Shepherding All God’s Creatures has a sister page, Animal Christian Concern. ACC’s work in the United Kingdom began in 1985, founded by May Tripp and Co-founded by Roslyne Smith, one of the partners of Shepherding All God’s Creatures Blog and Prayer Group (see more under “About us, About the Authors”). You can also purchase Roslyne’s book, Animal Welfare: Through The Cross, A Collection of Animal Christian Concern Articles here (a link to the book is also on the blog page under “Feature Book”) – all proceeds go to animal sanctuaries and humane research. The book is a “comprehensive collection of thought-provoking and heart-felt articles, exploring the relationship between Christianity and animal welfare.” We invite you to learn more about ACC and the book here.

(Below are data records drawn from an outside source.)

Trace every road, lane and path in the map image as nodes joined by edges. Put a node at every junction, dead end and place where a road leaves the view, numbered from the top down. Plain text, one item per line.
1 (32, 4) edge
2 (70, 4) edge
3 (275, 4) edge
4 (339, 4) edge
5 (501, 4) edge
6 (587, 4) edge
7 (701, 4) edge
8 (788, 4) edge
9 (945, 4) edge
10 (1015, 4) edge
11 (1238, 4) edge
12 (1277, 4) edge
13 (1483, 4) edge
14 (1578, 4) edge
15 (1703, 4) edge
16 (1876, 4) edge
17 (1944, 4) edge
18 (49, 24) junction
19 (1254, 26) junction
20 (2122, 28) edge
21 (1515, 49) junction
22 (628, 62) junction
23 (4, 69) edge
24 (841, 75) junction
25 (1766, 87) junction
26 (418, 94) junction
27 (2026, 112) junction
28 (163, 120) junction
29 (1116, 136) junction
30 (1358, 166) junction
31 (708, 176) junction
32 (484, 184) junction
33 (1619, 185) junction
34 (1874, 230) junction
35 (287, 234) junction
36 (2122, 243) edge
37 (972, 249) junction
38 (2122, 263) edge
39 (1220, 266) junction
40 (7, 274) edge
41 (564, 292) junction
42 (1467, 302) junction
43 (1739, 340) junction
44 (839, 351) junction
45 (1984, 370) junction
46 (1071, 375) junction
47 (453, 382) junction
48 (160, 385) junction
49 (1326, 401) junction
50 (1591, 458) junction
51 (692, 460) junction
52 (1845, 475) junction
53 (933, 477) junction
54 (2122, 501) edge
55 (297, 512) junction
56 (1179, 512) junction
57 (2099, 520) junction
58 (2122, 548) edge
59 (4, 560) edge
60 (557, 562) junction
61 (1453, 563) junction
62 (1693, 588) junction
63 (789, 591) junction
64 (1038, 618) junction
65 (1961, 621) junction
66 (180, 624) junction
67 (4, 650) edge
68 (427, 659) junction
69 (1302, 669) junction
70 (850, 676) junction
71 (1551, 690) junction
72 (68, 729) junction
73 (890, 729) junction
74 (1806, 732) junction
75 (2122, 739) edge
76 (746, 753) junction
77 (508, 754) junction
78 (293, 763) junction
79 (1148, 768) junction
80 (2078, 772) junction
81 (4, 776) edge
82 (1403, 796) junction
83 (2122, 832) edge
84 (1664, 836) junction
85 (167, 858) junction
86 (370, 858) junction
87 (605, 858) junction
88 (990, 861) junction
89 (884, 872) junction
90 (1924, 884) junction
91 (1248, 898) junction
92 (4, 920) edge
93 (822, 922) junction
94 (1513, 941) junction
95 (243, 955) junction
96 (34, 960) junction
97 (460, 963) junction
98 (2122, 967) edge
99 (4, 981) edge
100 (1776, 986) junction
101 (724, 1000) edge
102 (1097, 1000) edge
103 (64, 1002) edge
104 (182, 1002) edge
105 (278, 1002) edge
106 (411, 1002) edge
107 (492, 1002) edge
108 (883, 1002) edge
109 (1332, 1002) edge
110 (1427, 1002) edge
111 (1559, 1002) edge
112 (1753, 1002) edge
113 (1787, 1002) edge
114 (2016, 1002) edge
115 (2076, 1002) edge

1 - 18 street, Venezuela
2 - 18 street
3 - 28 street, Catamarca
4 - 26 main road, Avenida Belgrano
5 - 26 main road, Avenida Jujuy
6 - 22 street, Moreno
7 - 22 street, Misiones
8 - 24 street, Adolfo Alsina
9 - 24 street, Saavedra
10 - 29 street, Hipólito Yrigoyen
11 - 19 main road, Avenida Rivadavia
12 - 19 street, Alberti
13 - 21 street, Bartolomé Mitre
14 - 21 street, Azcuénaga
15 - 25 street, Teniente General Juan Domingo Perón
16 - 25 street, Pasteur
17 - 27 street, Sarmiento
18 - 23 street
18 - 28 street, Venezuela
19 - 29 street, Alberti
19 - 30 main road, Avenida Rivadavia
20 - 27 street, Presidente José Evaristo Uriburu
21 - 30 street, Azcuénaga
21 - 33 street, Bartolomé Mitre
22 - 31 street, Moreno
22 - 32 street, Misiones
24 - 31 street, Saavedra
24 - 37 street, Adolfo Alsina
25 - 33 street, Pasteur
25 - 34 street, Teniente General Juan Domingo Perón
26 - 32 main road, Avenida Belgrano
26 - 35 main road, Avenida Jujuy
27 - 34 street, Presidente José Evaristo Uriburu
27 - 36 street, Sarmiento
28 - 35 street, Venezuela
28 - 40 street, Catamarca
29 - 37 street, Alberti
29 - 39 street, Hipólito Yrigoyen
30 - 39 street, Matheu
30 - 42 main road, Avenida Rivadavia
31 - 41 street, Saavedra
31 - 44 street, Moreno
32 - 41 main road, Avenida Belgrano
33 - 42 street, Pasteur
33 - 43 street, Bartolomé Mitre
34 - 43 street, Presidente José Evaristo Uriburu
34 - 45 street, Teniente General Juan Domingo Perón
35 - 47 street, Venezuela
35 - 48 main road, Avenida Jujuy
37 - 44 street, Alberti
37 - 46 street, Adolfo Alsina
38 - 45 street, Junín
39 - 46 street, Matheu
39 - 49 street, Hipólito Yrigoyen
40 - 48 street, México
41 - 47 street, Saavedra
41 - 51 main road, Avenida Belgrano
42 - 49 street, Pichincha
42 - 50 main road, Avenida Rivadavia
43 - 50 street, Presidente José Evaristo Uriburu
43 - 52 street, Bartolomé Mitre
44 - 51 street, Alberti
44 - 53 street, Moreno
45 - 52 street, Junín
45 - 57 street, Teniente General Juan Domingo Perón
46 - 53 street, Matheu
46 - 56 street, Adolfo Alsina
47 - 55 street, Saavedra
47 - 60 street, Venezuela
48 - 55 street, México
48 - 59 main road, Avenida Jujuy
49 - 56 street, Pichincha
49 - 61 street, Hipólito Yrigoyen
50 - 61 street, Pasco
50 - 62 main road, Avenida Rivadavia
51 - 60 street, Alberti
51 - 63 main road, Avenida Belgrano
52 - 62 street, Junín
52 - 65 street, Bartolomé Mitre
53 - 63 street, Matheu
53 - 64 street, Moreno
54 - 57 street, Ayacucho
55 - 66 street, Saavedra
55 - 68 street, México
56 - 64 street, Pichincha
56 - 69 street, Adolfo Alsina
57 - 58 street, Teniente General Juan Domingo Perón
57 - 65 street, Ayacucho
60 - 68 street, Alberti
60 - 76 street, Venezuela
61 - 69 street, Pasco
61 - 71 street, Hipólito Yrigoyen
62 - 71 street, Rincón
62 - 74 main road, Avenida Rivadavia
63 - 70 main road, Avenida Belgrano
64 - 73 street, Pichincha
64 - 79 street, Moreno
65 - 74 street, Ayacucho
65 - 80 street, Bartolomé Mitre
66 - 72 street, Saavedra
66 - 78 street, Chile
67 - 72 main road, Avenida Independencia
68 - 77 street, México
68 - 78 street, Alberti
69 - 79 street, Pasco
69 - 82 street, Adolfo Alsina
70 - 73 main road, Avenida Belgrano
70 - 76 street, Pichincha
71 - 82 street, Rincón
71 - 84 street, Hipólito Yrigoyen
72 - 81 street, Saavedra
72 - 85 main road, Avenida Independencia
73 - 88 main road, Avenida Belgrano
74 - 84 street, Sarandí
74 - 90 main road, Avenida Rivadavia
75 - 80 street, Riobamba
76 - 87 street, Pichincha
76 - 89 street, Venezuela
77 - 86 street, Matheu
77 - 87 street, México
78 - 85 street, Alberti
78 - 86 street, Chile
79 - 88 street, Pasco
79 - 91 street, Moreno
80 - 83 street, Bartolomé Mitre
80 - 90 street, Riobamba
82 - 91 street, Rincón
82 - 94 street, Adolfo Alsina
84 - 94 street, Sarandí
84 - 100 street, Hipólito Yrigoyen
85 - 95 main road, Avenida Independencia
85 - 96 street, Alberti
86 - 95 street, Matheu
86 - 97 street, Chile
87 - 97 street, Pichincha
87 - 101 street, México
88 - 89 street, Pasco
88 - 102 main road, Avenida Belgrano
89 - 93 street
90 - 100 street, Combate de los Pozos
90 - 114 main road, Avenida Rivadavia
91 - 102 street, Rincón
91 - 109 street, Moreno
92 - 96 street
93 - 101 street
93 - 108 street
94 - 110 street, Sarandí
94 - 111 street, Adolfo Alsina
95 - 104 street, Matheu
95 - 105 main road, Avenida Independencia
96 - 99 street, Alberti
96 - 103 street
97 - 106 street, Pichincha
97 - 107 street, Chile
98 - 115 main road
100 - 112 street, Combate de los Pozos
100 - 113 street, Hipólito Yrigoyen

Today’s post brings you Part One of an article from Roslyne’s book. We hope that you enjoy it and get much from it. Please do share the message with others. Together, we carry the message of Christ, for Christ, and for ALL Creation, that He is LORD over all, and one day is returning to fully redeem the entire created world for Himself and will be “All in All” – and we will enjoy peace together, people and animals, under his Lordship. Praise God!
THE BIBLE AND ANIMALS
Are Animals created to be our companions?
“And the Lord God said, “It isn’t good for man to be alone; I will make a companion for him. A helper suited to his needs. ”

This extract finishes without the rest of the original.